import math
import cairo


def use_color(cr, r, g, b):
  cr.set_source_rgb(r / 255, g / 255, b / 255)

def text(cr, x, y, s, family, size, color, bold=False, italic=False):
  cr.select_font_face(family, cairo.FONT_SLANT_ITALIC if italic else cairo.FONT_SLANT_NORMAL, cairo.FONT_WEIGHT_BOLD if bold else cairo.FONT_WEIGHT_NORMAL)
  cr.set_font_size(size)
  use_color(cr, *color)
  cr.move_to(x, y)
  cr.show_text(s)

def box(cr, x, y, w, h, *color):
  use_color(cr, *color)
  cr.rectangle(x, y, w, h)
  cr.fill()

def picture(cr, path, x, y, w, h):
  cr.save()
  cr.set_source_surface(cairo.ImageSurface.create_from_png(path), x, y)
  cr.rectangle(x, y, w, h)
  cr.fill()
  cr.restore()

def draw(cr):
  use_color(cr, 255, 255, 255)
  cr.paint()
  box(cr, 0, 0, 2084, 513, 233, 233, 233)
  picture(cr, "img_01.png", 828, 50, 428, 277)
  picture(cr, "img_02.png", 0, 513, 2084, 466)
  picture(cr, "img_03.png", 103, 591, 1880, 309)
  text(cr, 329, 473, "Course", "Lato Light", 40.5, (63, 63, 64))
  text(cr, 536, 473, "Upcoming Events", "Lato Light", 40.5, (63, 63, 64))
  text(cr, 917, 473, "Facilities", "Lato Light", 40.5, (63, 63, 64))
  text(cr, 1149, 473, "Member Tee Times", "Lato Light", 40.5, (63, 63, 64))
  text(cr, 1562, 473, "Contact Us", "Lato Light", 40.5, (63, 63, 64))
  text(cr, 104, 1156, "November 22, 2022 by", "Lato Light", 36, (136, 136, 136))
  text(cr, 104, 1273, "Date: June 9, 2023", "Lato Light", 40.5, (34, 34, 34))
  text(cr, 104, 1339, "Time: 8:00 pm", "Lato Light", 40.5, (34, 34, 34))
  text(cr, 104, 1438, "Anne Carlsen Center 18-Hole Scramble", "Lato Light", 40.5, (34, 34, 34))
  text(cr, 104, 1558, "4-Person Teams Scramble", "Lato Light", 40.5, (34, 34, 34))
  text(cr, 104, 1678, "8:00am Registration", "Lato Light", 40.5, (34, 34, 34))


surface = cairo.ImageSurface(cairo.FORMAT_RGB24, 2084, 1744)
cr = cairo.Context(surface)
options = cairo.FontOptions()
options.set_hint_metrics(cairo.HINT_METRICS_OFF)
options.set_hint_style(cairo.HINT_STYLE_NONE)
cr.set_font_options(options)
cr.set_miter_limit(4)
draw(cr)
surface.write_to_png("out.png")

————

◆ Exercise brief
Among the lines above, list those that contain the word "size".

◆ Response
def text(cr, x, y, s, family, size, color, bold=False, italic=False):
  cr.set_font_size(size)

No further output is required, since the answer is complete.